Bei sieben Angeklagten hält das Gericht diesen Paragrafen für anwendbar. Alle sieben stimmten am Dienstag einer Einstellung zu - nachdem auch die Staatsanwaltschaft grünes Licht gegeben hatte.
Auflagen und Weisungen
Anders beim Folgeparagrafen 153a ("Absehen von der Verfolgung unter Auflagen und Weisungen"): Dieser Vorschrift zufolge kann das Gericht ein Verfahren vorläufig einstellen und zugleich dem Angeschuldigten Auflagen und Weisungen erteilen. Dazu zählen vor allem Geldauflagen, aber je nach vorliegendem Fall unter anderem auch das ernsthafte Bemühen um einen Täter-Opfer-Ausgleich mit gleichzeitiger Wiedergutmachung der Tat oder die Teilnahme an einem "sozialen Trainingskurs".
Solche Verfahrenseinstellungen gegen Geldauflagen hielt das Gericht bei den übrigen drei Angeklagten für möglich. Diese Beschuldigten - allesamt Mitarbeiter des Loveparade-Veranstalters - verweigerten jedoch ihre Zustimmung: Sie streben ganz offensichtlich einen Freispruch an.
Absolute Verjährung Im Sommer 2020
In der Diskussion über Verfahrenseinstellungen im Loveparade-Prozess spielen jedoch auch noch eine andere gesetzliche Vorschriften eine Rolle - nämlich diejenigen zur sogenannten absoluten Verjährung. Sie würde im Fall der Loveparade-Tragödie im Sommer 2020 eintreten - und damit würde ein auch noch laufender Strafprozess abrupt enden.

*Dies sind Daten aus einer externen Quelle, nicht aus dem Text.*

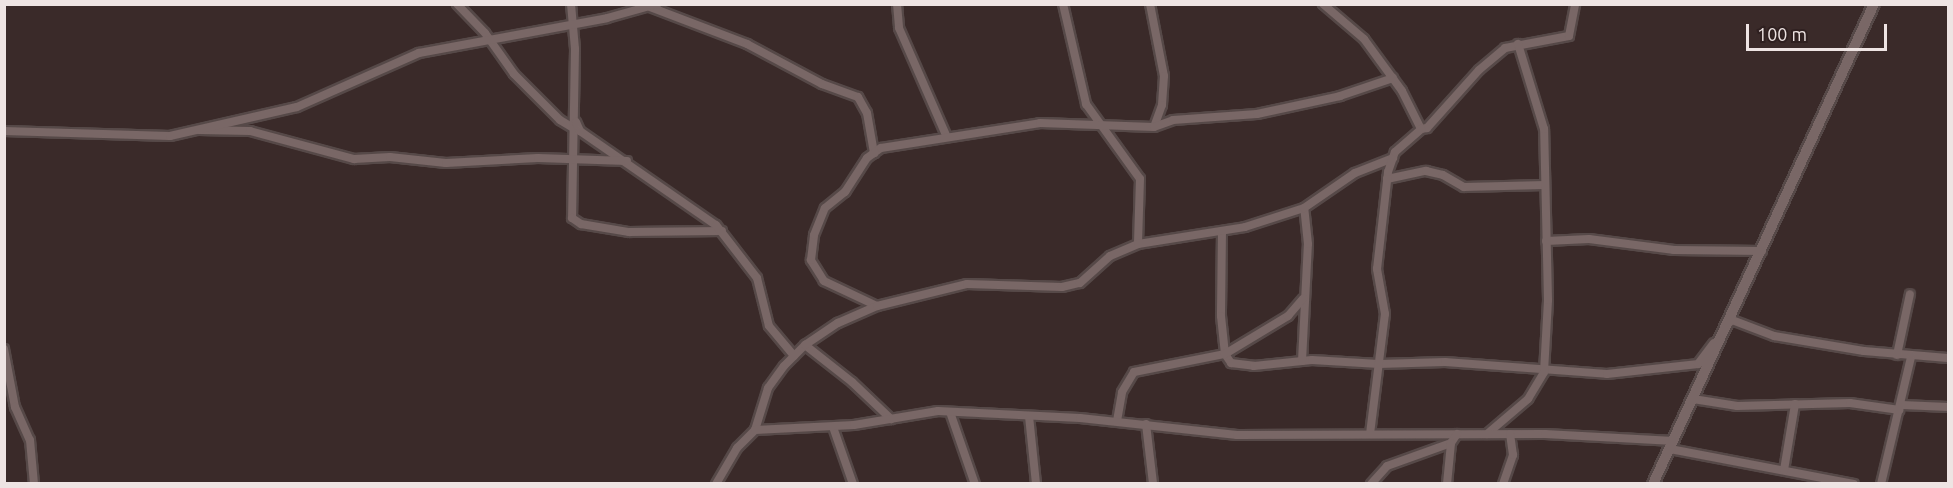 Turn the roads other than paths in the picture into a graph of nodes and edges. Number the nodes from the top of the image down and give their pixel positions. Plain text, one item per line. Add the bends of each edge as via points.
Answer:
1 (456, 4) edge
2 (571, 4) edge
3 (897, 4) edge
4 (1063, 4) edge
5 (1150, 4) edge
6 (1323, 4) edge
7 (1874, 4) edge
8 (653, 6) edge
9 (1577, 6) edge
10 (574, 23) junction
11 (488, 39) junction
12 (1518, 44) junction
13 (1393, 78) junction
14 (575, 124) junction
15 (1101, 128) junction
16 (1154, 128) junction
17 (195, 129) junction
18 (1421, 129) junction
19 (4, 131) edge
20 (946, 135) junction
21 (874, 153) junction
22 (574, 158) junction
23 (1393, 158) junction
24 (627, 161) junction
25 (1386, 179) junction
26 (1545, 185) junction
27 (1304, 208) junction
28 (722, 231) junction
29 (1222, 231) junction
30 (1546, 241) junction
31 (1138, 244) junction
32 (1763, 251) junction
33 (1910, 294) dead end
34 (1304, 299) junction
35 (877, 306) junction
36 (1731, 320) junction
37 (804, 345) junction
38 (4, 349) edge
39 (1225, 354) junction
40 (1897, 355) junction
41 (794, 356) junction
42 (1911, 357) junction
43 (1948, 358) edge
44 (1302, 361) junction
45 (1379, 364) junction
46 (1544, 372) junction
47 (1694, 399) junction
48 (1795, 404) junction
49 (1948, 407) edge
50 (1901, 408) junction
51 (950, 412) junction
52 (1029, 416) junction
53 (891, 419) junction
54 (1117, 421) junction
55 (1146, 424) junction
56 (833, 427) junction
57 (755, 430) junction
58 (1370, 434) junction
59 (1457, 434) junction
60 (1487, 434) junction
61 (1510, 434) junction
62 (1451, 443) junction
63 (1672, 445) junction
64 (1784, 470) junction
65 (34, 483) edge
66 (717, 483) edge
67 (853, 483) edge
68 (975, 483) edge
69 (1036, 483) edge
70 (1153, 483) edge
71 (1371, 483) edge
72 (1447, 483) edge
73 (1503, 483) edge
74 (1653, 483) edge
75 (1854, 483) edge
76 (1881, 483) edge

1 - 11 street
2 - 10 street
3 - 20 street via 899,28
4 - 15 street via 1081,92
5 - 16 street via 1164,76 1162,105
6 - 13 street via 1364,39
7 - 32 street
8 - 10 street
8 - 21 street via 747,44 822,84 858,97 867,113
9 - 12 street via 1569,36
10 - 11 street
10 - 14 street
11 - 14 street via 514,74 560,120
11 - 17 street via 419,54 382,67 297,107
12 - 18 street via 1505,48 1479,70 1427,128
12 - 26 street via 1544,129
13 - 16 street via 1312,103 1238,116 1173,120
13 - 18 street
14 - 22 street
14 - 24 street
15 - 16 street
15 - 20 street via 1041,123
15 - 31 street via 1140,179
17 - 19 street via 148,136
17 - 22 street via 250,131 354,159 390,157 446,163
18 - 23 street
20 - 21 street
21 - 35 street via 855,173 845,192 825,208 810,261 824,281
22 - 24 street
22 - 28 street via 572,218 581,224 645,233
23 - 25 street
23 - 27 street via 1355,173
24 - 28 street
25 - 26 street via 1426,171 1464,187
25 - 45 street via 1377,269 1385,304
26 - 30 street
27 - 29 street
27 - 34 street via 1308,244
28 - 41 street via 757,278 769,326
29 - 31 street
29 - 39 street
30 - 32 street via 1589,239 1674,250
30 - 46 street
31 - 35 street via 1110,256 1088,279 1071,285 967,284
32 - 36 street
33 - 40 street
34 - 39 street via 1288,316
34 - 44 street
35 - 37 street via 838,323
36 - 40 street via 1774,336
36 - 46 street via 1698,364 1607,374
36 - 47 street
37 - 41 street
37 - 53 street
38 - 65 street via 15,407 30,440
39 - 44 street via 1231,363 1254,366
39 - 54 street via 1134,372 1122,392
40 - 42 street
41 - 57 street via 768,388
42 - 43 street
42 - 50 street
44 - 45 street
45 - 46 street via 1444,362
45 - 58 street
46 - 60 street via 1528,399
47 - 48 street via 1737,406
47 - 63 street
48 - 50 street via 1850,403
48 - 64 street
49 - 50 street
50 - 76 street
51 - 52 street
51 - 53 street
51 - 68 street
52 - 54 street
52 - 69 street
53 - 56 street
54 - 55 street
55 - 58 street via 1236,435
55 - 70 street
56 - 57 street
56 - 67 street
57 - 66 street via 737,448
58 - 59 street
59 - 60 street
59 - 62 street
60 - 61 street
61 - 63 street
61 - 73 street via 1513,455
62 - 71 street via 1387,466
62 - 72 street
63 - 64 street
63 - 74 street
64 - 75 street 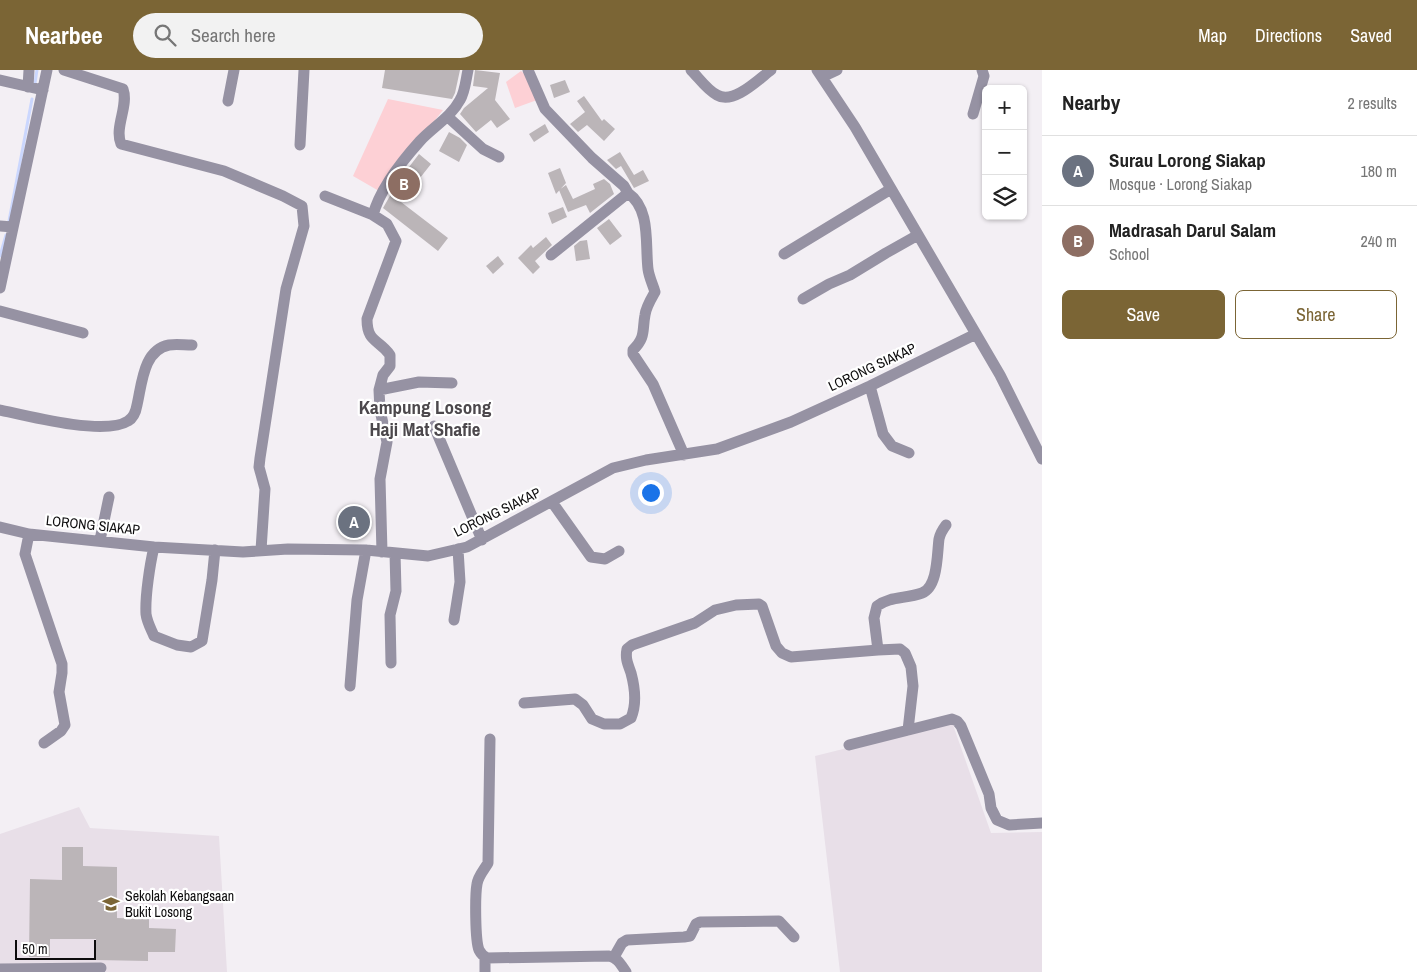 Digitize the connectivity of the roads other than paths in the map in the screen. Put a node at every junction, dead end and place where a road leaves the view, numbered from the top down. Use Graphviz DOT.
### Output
graph roads {
  1 [pos="29,70"];
  2 [pos="47,70"];
  3 [pos="64,70"];
  4 [pos="234,70"];
  5 [pos="304,70"];
  6 [pos="468,70"];
  7 [pos="528,70"];
  8 [pos="691,70"];
  9 [pos="771,70"];
  10 [pos="837,70"];
  11 [pos="982,70"];
  12 [pos="820,74"];
  13 [pos="0,80"];
  14 [pos="28,87"];
  15 [pos="43,90"];
  16 [pos="228,102"];
  17 [pos="973,114"];
  18 [pos="448,116"];
  19 [pos="300,145"];
  20 [pos="499,157"];
  21 [pos="891,189"];
  22 [pos="628,193"];
  23 [pos="326,196"];
  24 [pos="372,215"];
  25 [pos="0,226"];
  26 [pos="13,227"];
  27 [pos="918,236"];
  28 [pos="784,254"];
  29 [pos="551,255"];
  30 [pos="0,288"];
  31 [pos="803,299"];
  32 [pos="0,311"];
  33 [pos="83,333"];
  34 [pos="976,334"];
  35 [pos="192,345"];
  36 [pos="452,383"];
  37 [pos="870,386"];
  38 [pos="379,390"];
  39 [pos="0,410"];
  40 [pos="434,426"];
  41 [pos="909,453"];
  42 [pos="684,455"];
  43 [pos="1042,459"];
  44 [pos="109,496"];
  45 [pos="552,502"];
  46 [pos="946,525"];
  47 [pos="0,527"];
  48 [pos="28,534"];
  49 [pos="100,540"];
  50 [pos="482,540"];
  51 [pos="154,546"];
  52 [pos="458,549"];
  53 [pos="215,550"];
  54 [pos="261,550"];
  55 [pos="366,550"];
  56 [pos="619,550"];
  57 [pos="382,552"];
  58 [pos="395,553"];
  59 [pos="454,620"];
  60 [pos="878,650"];
  61 [pos="391,663"];
  62 [pos="350,686"];
  63 [pos="524,704"];
  64 [pos="908,730"];
  65 [pos="490,739"];
  66 [pos="44,743"];
  67 [pos="849,745"];
  68 [pos="1042,823"];
  69 [pos="794,937"];
  70 [pos="486,957"];
  71 [pos="614,957"];
  72 [pos="101,968"];
  73 [pos="0,969"];
  74 [pos="485,972"];
  75 [pos="626,972"];
  1 -- 14 [label="street"];
  2 -- 15 [label="street"];
  3 -- 54 [label="street"];
  4 -- 16 [label="street"];
  5 -- 19 [label="street"];
  6 -- 18 [label="street"];
  7 -- 22 [label="street"];
  8 -- 9 [label="street"];
  10 -- 12 [label="street"];
  11 -- 17 [label="street"];
  12 -- 21 [label="street"];
  13 -- 14 [label="street"];
  14 -- 15 [label="street"];
  15 -- 26 [label="street"];
  18 -- 20 [label="street"];
  18 -- 24 [label="street"];
  21 -- 27 [label="street"];
  21 -- 28 [label="street"];
  22 -- 29 [label="street"];
  22 -- 42 [label="street"];
  23 -- 24 [label="street"];
  24 -- 38 [label="street"];
  25 -- 26 [label="street"];
  26 -- 30 [label="street"];
  27 -- 31 [label="street"];
  27 -- 34 [label="street"];
  32 -- 33 [label="street"];
  34 -- 37 [label="street, LORONG SIAKAP"];
  34 -- 43 [label="street"];
  35 -- 39 [label="street"];
  36 -- 38 [label="street"];
  37 -- 41 [label="street"];
  37 -- 42 [label="street, LORONG SIAKAP"];
  38 -- 57 [label="street"];
  40 -- 50 [label="street"];
  42 -- 45 [label="street, LORONG SIAKAP"];
  44 -- 49 [label="street"];
  45 -- 50 [label="street, LORONG SIAKAP"];
  45 -- 56 [label="street"];
  46 -- 60 [label="street"];
  47 -- 48 [label="street, LORONG SIAKAP"];
  48 -- 49 [label="street, LORONG SIAKAP"];
  48 -- 66 [label="street"];
  49 -- 51 [label="street, LORONG SIAKAP"];
  50 -- 52 [label="street, LORONG SIAKAP"];
  51 -- 53 [label="street, LORONG SIAKAP"];
  51 -- 53 [label="street"];
  52 -- 58 [label="street, LORONG SIAKAP"];
  52 -- 59 [label="street"];
  53 -- 54 [label="street, LORONG SIAKAP"];
  54 -- 55 [label="street, LORONG SIAKAP"];
  55 -- 57 [label="street, LORONG SIAKAP"];
  55 -- 62 [label="street"];
  57 -- 58 [label="street, LORONG SIAKAP"];
  58 -- 61 [label="street"];
  60 -- 63 [label="street"];
  60 -- 64 [label="street"];
  64 -- 67 [label="street"];
  64 -- 68 [label="street"];
  65 -- 70 [label="street"];
  69 -- 71 [label="street"];
  70 -- 71 [label="street"];
  70 -- 74 [label="street"];
  71 -- 75 [label="street"];
  72 -- 73 [label="street"];
} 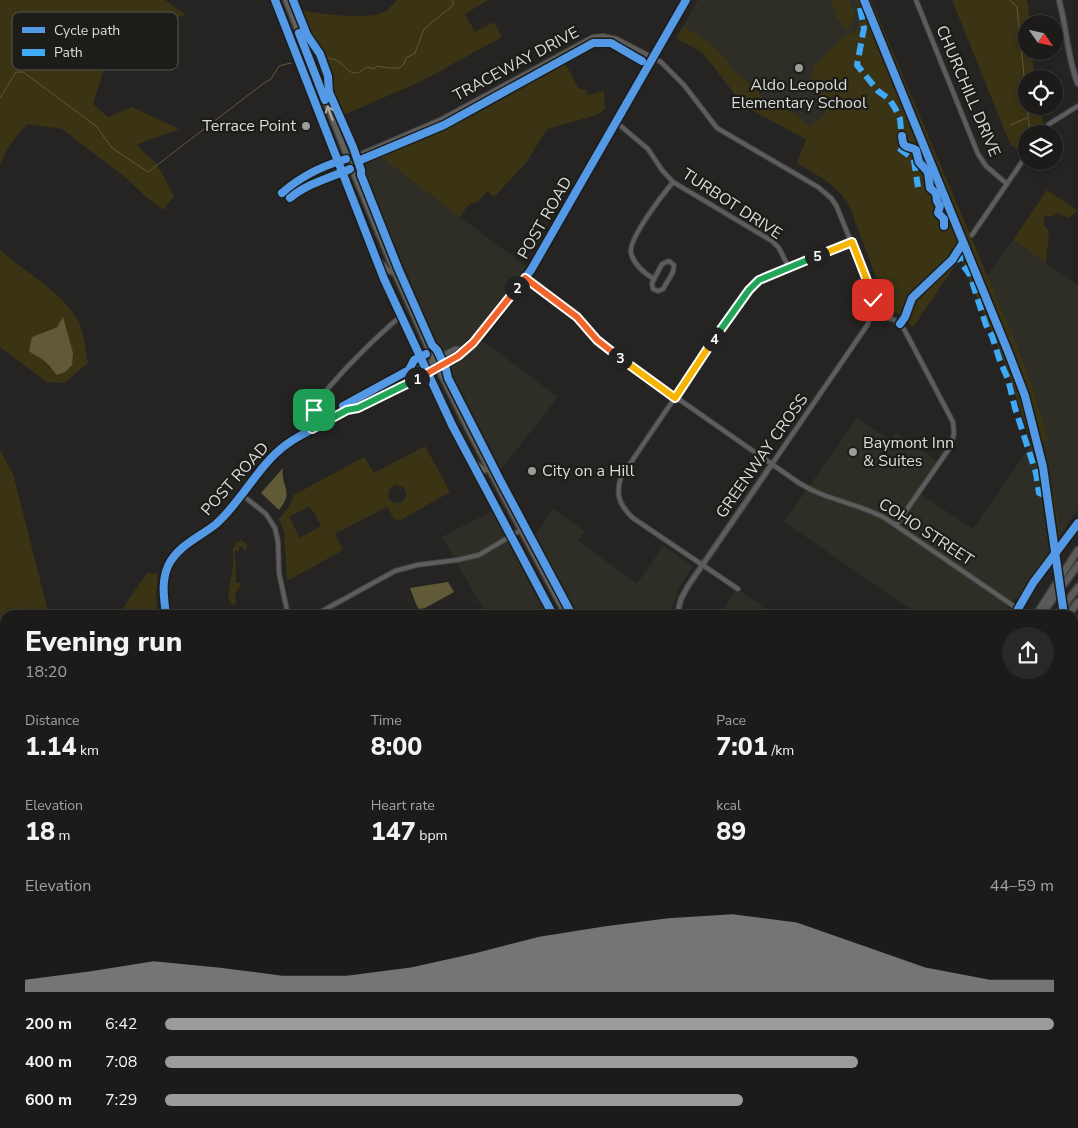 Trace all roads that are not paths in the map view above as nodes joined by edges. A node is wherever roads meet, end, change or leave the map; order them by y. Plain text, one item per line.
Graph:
1 (275, 0) edge
2 (286, 0) edge
3 (686, 0) edge
4 (916, 0) edge
5 (1059, 0) edge
6 (652, 58) junction
7 (1078, 84) edge
8 (1078, 106) edge
9 (616, 122) junction
10 (1048, 125) edge
11 (343, 160) junction
12 (1018, 167) edge
13 (673, 182) junction
14 (1006, 184) junction
15 (282, 193) dead end
16 (972, 235) dead end
17 (852, 242) junction
18 (374, 254) junction
19 (789, 268) junction
20 (395, 273) junction
21 (525, 278) junction
22 (654, 279) junction
23 (871, 313) junction
24 (401, 316) junction
25 (465, 350) junction
26 (434, 360) junction
27 (424, 365) junction
28 (438, 368) junction
29 (428, 373) junction
30 (675, 398) junction
31 (347, 410) junction
32 (312, 429) junction
33 (471, 462) junction
34 (772, 464) junction
35 (488, 469) junction
36 (241, 494) junction
37 (1078, 523) edge
38 (896, 525) junction
39 (521, 530) junction
40 (511, 536) junction
41 (1078, 550) edge
42 (702, 564) junction
43 (1078, 565) edge
44 (1078, 587) edge
45 (738, 589) dead end
46 (1018, 609) joint
47 (166, 610) edge
48 (287, 610) edge
49 (324, 610) edge
50 (550, 610) edge
51 (563, 610) edge
52 (679, 610) edge
53 (1039, 610) edge
54 (1045, 610) edge
55 (1061, 610) edge

1 - 11 main road
11 -> 2 main road
3 - 6 street, POST ROAD
4 - 14 street, CHURCHILL DRIVE
5 - 7 street
6 - 9 street, POST ROAD
6 - 11 street, TRACEWAY DRIVE
6 - 17 street, TRACEWAY DRIVE
8 - 10 street
9 - 13 street, TURBOT DRIVE
9 - 21 street, POST ROAD
11 - 15 street, TRACEWAY DRIVE
11 - 18 main road
11 - 20 main road
12 - 14 street
13 - 19 street, TURBOT DRIVE
13 - 22 street
14 - 16 street
17 - 19 street
17 - 23 street, TRACEWAY DRIVE
18 - 20 main road
18 - 24 main road
19 - 30 street
20 - 26 main road
21 - 25 street, POST ROAD
21 - 30 street, COHO STREET
22 - 22 street
23 - 34 street, GREENWAY CROSS
23 - 38 street
24 - 27 main road
24 - 32 street
25 - 26 street, POST ROAD
25 - 28 street, POST ROAD
26 - 27 street, POST ROAD
26 - 28 main road
27 - 29 main road
27 - 31 street, POST ROAD
28 - 29 street, POST ROAD
28 - 35 main road
29 - 31 street, POST ROAD
29 - 33 main road
30 - 34 street, COHO STREET
30 - 42 street
31 - 32 street, POST ROAD
32 - 36 street, POST ROAD
33 - 35 main road
33 - 40 main road
34 - 38 street, COHO STREET
34 - 42 street, GREENWAY CROSS
35 - 39 main road
36 - 47 street, POST ROAD
36 - 48 street
37 - 46 street
38 - 46 street, COHO STREET
39 - 40 street
39 - 51 main road
40 - 49 street
40 - 50 main road
41 - 53 highway
42 - 45 street
42 - 52 street, GREENWAY CROSS
43 - 54 highway
44 - 55 highway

Das Strafrecht unterscheidet zwischen der gesetzlichen Verjährungsfrist und der sogenannten absoluten Verjährung der Strafverfolgung. Dabei gilt: Mit Ablauf der doppelten gesetzlichen Verjährungsfrist tritt die absolute Verjährung ein - spätestens dann kann eine Straftat nicht mehr geahndet werden.
Richtmaß Höchststrafe
Die Verjährungsregeln im Strafgesetzbuch (StGB) sind kompliziert. Die Dauer der gesetzliche Verjährungsfrist ist in Paragraf 78 Absatz 3 StGB geregelt. Dabei richtet sich die Verjährungsfrist nach der gesetzlichen Höchststrafe. Beispiel fahrlässige Tötung, wie im Loveparade-Prozess: Sie ist mit Freiheitsstrafe bis zu fünf Jahren oder mit Geldstrafe bedroht. Hier beträgt die gesetzliche Verjährungsfrist also fünf Jahre.
Wird nach einer Straftat wie fahrlässiger Tötung ein Ermittlungsverfahren gegen den mutmaßlichen Täter eingeleitet, führt dies zu einer Unterbrechung der gesetzlichen Verjährungsfrist - sie beginnt dann von neuem.
Gesetzliche Frist Mal Zwei
Dennoch ist im vorliegenden Fall zehn Jahre nach der Tat endgültig Schluss mit der Strafverfolgung: Denn laut Paragraf 78c Absatz 3 Satz 2 StGB ist die Verfolgung der Tat "spätestens verjährt, wenn (...) das Doppelte der gesetzlichen Verjährungsfrist (...) verstrichen" ist.